━━ Extracted material ━━
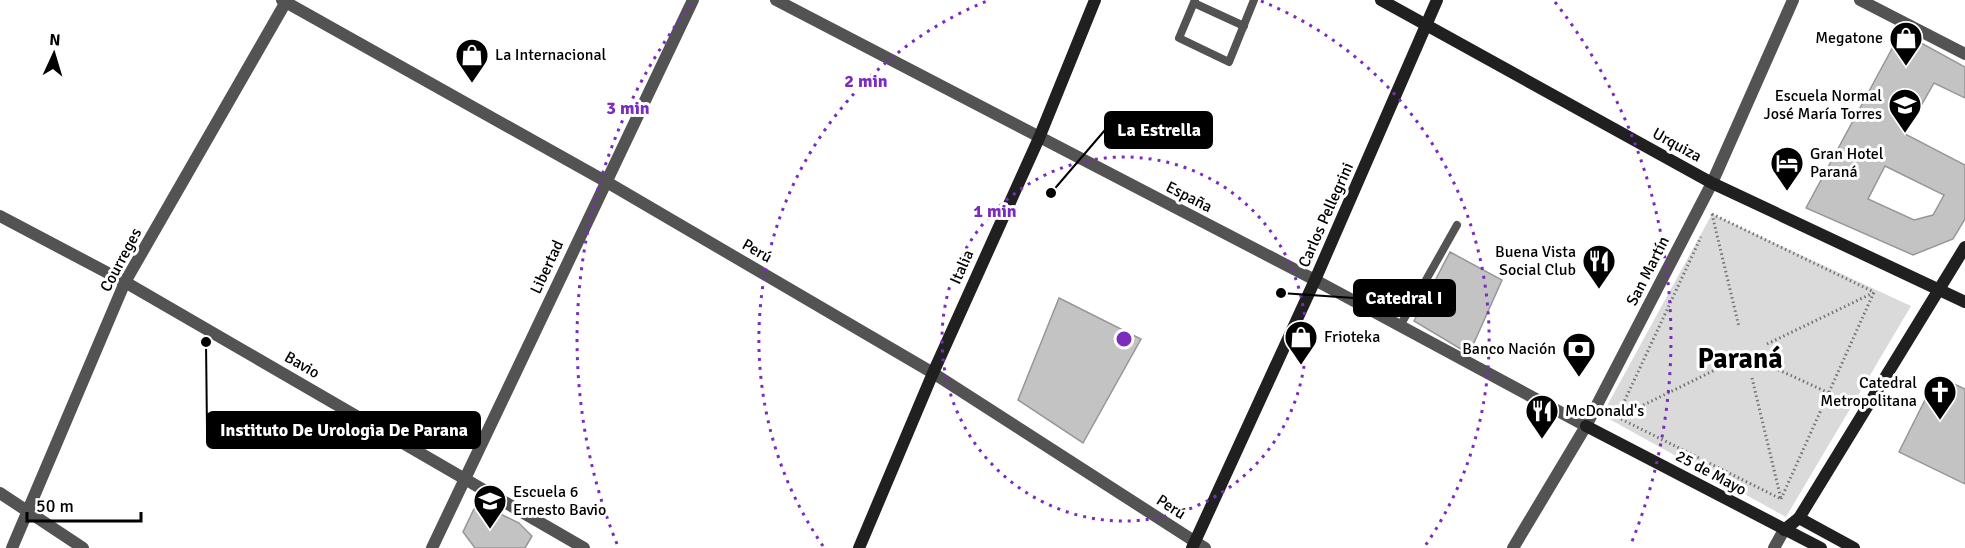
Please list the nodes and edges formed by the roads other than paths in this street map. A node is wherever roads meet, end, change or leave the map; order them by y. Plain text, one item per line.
1 (693, 0) edge
2 (776, 0) edge
3 (1095, 0) edge
4 (1254, 0) edge
5 (1381, 0) edge
6 (1437, 0) edge
7 (1793, 0) edge
8 (1860, 0) edge
9 (285, 1) edge
10 (1194, 2) edge
11 (1427, 25) junction
12 (1244, 26) junction
13 (1965, 54) edge
14 (1039, 138) junction
15 (605, 181) junction
16 (1712, 183) junction
17 (0, 216) edge
18 (1457, 225) dead end
19 (1965, 247) edge
20 (1315, 280) junction
21 (125, 282) junction
22 (1940, 291) junction
23 (1965, 302) edge
24 (1400, 326) junction
25 (933, 373) junction
26 (1586, 426) junction
27 (466, 478) junction
28 (0, 493) edge
29 (27, 511) junction
30 (1799, 518) junction
31 (1784, 530) junction
32 (1197, 546) edge
33 (12, 548) edge
34 (83, 548) edge
35 (432, 548) edge
36 (584, 548) edge
37 (859, 548) edge
38 (1513, 548) edge
39 (1774, 548) edge
40 (1821, 548) edge
41 (1854, 548) edge

1 - 15 street, Libertad
2 - 14 street, España
3 - 14 street, Italia
4 - 12 lane
5 - 11 street, Urquiza
6 - 11 street, Carlos Pellegrini
7 - 16 street, San Martín
8 - 13 street
9 - 15 street, Perú
9 - 21 street, Courreges
10 - 12 lane
10 - 12 lane
11 - 16 street, Urquiza
11 - 20 street, Carlos Pellegrini
14 - 20 street, España
14 - 25 street, Italia
15 - 25 street, Perú
15 - 27 street, Libertad
16 - 22 street, Urquiza
16 - 26 street, San Martín
17 - 21 street, Bavio
18 - 24 lane
19 - 22 street
20 - 24 street, España
20 - 32 street, Carlos Pellegrini
21 - 27 street, Bavio
21 - 29 street, Courreges
22 - 23 street, Urquiza
22 - 30 street
24 - 26 street, España
25 - 32 street, Perú
25 - 37 street, Italia
26 - 31 street, 25 de Mayo
26 - 38 street, San Martín
27 - 35 street, Libertad
27 - 36 street, Bavio
28 - 29 street
29 - 33 street, Courreges
29 - 34 street
30 - 31 street
30 - 41 street
31 - 39 street
31 - 40 street, 25 de Mayo

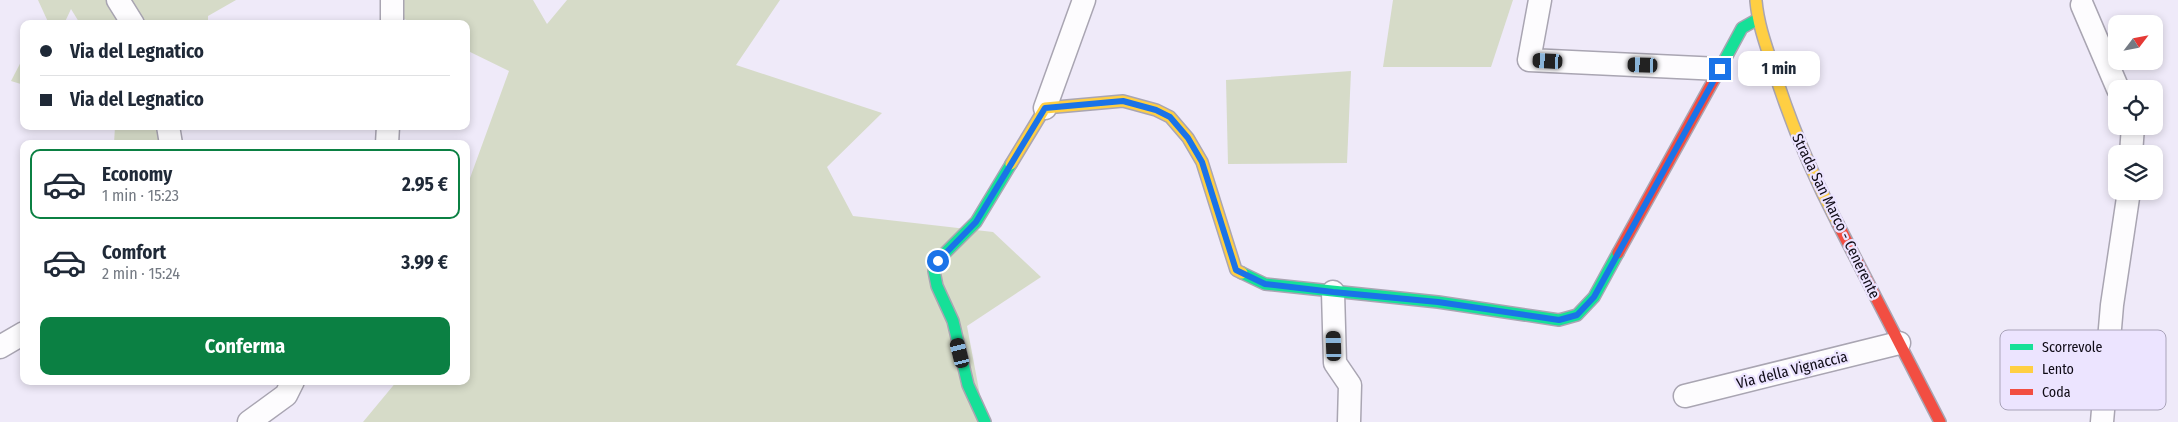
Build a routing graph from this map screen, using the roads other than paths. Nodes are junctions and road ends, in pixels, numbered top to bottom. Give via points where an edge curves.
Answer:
1 (118, 0) edge
2 (392, 0) edge
3 (1084, 0) edge
4 (1540, 0) edge
5 (1756, 0) edge
6 (2082, 5) dead end
7 (1758, 19) junction
8 (130, 20) edge
9 (392, 20) edge
10 (1720, 69) junction
11 (2114, 80) edge
12 (1045, 108) junction
13 (2128, 200) edge
14 (1333, 292) junction
15 (2110, 330) edge
16 (20, 335) edge
17 (1899, 343) junction
18 (0, 347) edge
19 (291, 385) edge
20 (1685, 396) dead end
21 (249, 422) edge
22 (985, 422) edge
23 (1349, 422) edge
24 (1940, 422) edge

1 - 8 street
2 - 9 street
3 - 12 street
4 - 10 street via 1529,60
5 - 7 street, Strada San Marco - Cenerente
6 - 11 street
7 - 10 street via 1742,28
7 - 17 street, Strada San Marco - Cenerente via 1784,104 1811,171
10 - 14 street via 1594,297 1577,315 1559,320 1438,302
12 - 14 street via 1123,101 1170,117 1202,162 1236,270 1265,284
12 - 22 street via 976,222 938,261 934,272 953,321 968,385
13 - 15 street
14 - 23 street via 1335,363 1350,386
16 - 18 street
17 - 20 street, Via della Vignaccia
17 - 24 street, Strada San Marco - Cenerente
19 - 21 street via 286,395

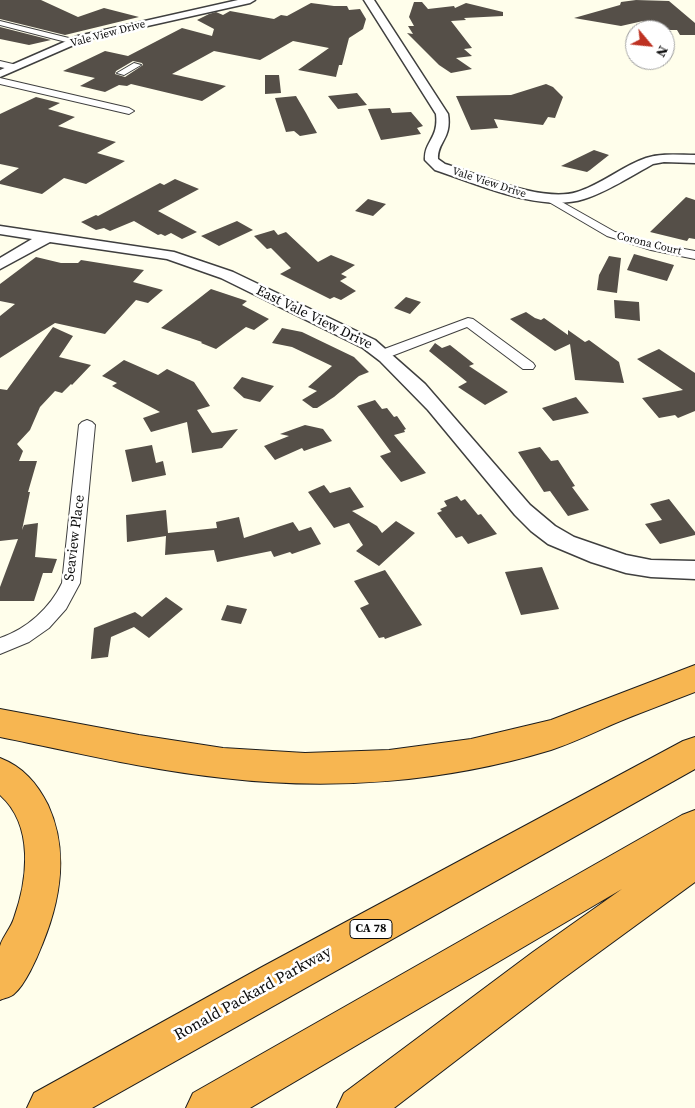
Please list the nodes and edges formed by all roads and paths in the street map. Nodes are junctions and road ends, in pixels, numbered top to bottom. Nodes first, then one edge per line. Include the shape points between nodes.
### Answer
1 (250, 0) edge
2 (369, 0) edge
3 (0, 22) edge
4 (74, 42) junction
5 (0, 64) edge
6 (137, 65) dead end
7 (14, 67) junction
8 (0, 74) edge
9 (121, 74) dead end
10 (0, 81) edge
11 (129, 111) dead end
12 (695, 160) edge
13 (553, 200) junction
14 (0, 230) edge
15 (49, 236) junction
16 (695, 255) edge
17 (0, 264) edge
18 (384, 354) junction
19 (528, 366) dead end
20 (86, 425) dead end
21 (695, 570) edge
22 (0, 646) edge
23 (695, 678) edge
24 (0, 723) edge
25 (695, 752) edge
26 (0, 774) edge
27 (695, 827) edge
28 (695, 860) edge
29 (0, 980) edge
30 (49, 1108) edge
31 (208, 1108) edge
32 (359, 1108) edge

1 - 4 street, Vale View Drive
2 - 13 street, Vale View Drive via 442,114 444,128 431,150 432,160 454,172
3 - 4 street
4 - 7 street, Vale View Drive
5 - 7 street
6 - 9 street
7 - 8 street, Vale View Drive
10 - 11 street
12 - 13 street, Vale View Drive via 677,157 649,162 581,196
13 - 16 street, Corona Court via 611,234
14 - 15 street, East Vale View Drive
15 - 17 street
15 - 18 street, East Vale View Drive via 169,256 201,265
18 - 19 street via 468,322
18 - 21 street, East Vale View Drive via 532,519 556,538 614,562 638,568
20 - 22 street, Seaview Place via 71,583 42,624
23 - 24 highway via 552,734 478,753 348,768 224,763 123,748
25 - 30 highway, Ronald Packard Parkway / CA 78
26 - 29 highway via 27,800 39,825 43,852 41,890 31,926
27 - 31 highway
28 - 32 highway via 547,966

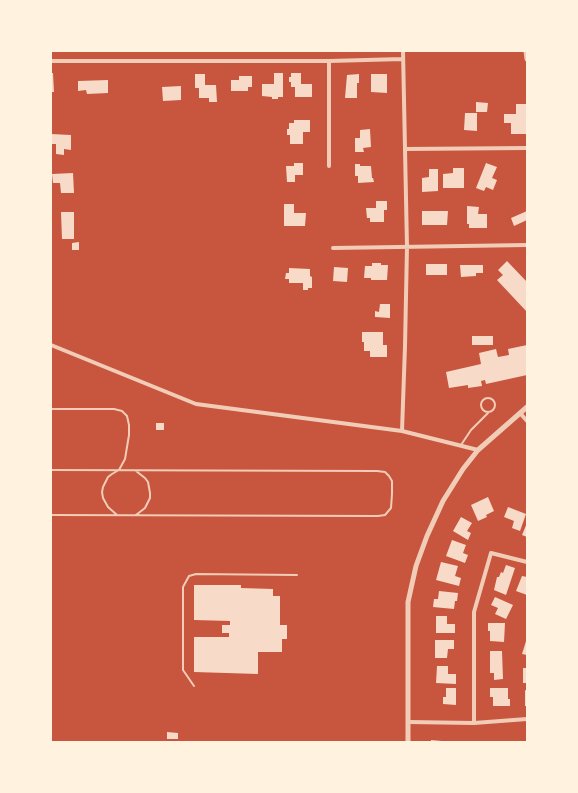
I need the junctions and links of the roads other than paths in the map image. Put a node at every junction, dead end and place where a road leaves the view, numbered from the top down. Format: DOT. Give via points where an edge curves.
graph roads {
  1 [pos="403,51"];
  2 [pos="526,51"];
  3 [pos="527,59"];
  4 [pos="403,60"];
  5 [pos="51,61"];
  6 [pos="329,61"];
  7 [pos="527,148"];
  8 [pos="405,149"];
  9 [pos="329,166"];
  10 [pos="527,245"];
  11 [pos="407,247"];
  12 [pos="333,248"];
  13 [pos="51,345"];
  14 [pos="527,407"];
  15 [pos="51,409"];
  16 [pos="488,413"];
  17 [pos="520,413"];
  18 [pos="527,421"];
  19 [pos="402,431"];
  20 [pos="460,446"];
  21 [pos="478,450"];
  22 [pos="51,470"];
  23 [pos="119,470"];
  24 [pos="134,470"];
  25 [pos="51,515"];
  26 [pos="118,515"];
  27 [pos="134,515"];
  28 [pos="527,562"];
  29 [pos="296,575"];
  30 [pos="194,686"];
  31 [pos="527,719"];
  32 [pos="408,722"];
  33 [pos="474,723"];
  34 [pos="408,742"];
  1 -- 4 [label="street"];
  2 -- 3 [label="street"];
  4 -- 6 [label="street"];
  4 -- 8 [label="street"];
  5 -- 6 [label="street"];
  6 -- 9 [label="street"];
  7 -- 8 [label="street"];
  8 -- 11 [label="street"];
  10 -- 11 [label="street"];
  11 -- 12 [label="street"];
  11 -- 19 [label="street"];
  13 -- 19 [label="street" via="196,404"];
  14 -- 17 [label="street"];
  15 -- 23 [label="lane" via="122,411 127,416 129,435 126,460"];
  16 -- 16 [label="lane" via="494,409 495,404 488,398 480,405 482,410"];
  16 -- 20 [label="lane"];
  17 -- 18 [label="street"];
  17 -- 21 [label="street"];
  19 -- 20 [label="street"];
  20 -- 21 [label="street"];
  21 -- 32 [label="street" via="443,501 416,566 408,602"];
  22 -- 23 [label="lane"];
  23 -- 24 [label="lane"];
  23 -- 26 [label="lane" via="108,478 102,492 108,507"];
  24 -- 27 [label="lane" via="145,478 150,493 145,508"];
  24 -- 27 [label="lane" via="377,471 385,472 389,476 392,481 392,494 391,508 385,515 378,516"];
  25 -- 26 [label="lane"];
  26 -- 27 [label="lane"];
  28 -- 33 [label="street" via="491,552 474,612"];
  29 -- 30 [label="lane" via="189,576 183,587 183,670"];
  31 -- 33 [label="street"];
  32 -- 33 [label="street"];
  32 -- 34 [label="street"];
}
━━━
What is needed:
Only the lines that contain the string "dead" should be copied from the entries above.

Response to the exercise:
18 (1457, 225) dead end
6 (2082, 5) dead end
20 (1685, 396) dead end
6 (137, 65) dead end
9 (121, 74) dead end
11 (129, 111) dead end
19 (528, 366) dead end
20 (86, 425) dead end
I need the junctions and links of the roads other than paths in the map image. Put a node at every junction, dead end and place where a road leaves the view, numbered from the top down. Format: DOT. Give via points where an edge curves.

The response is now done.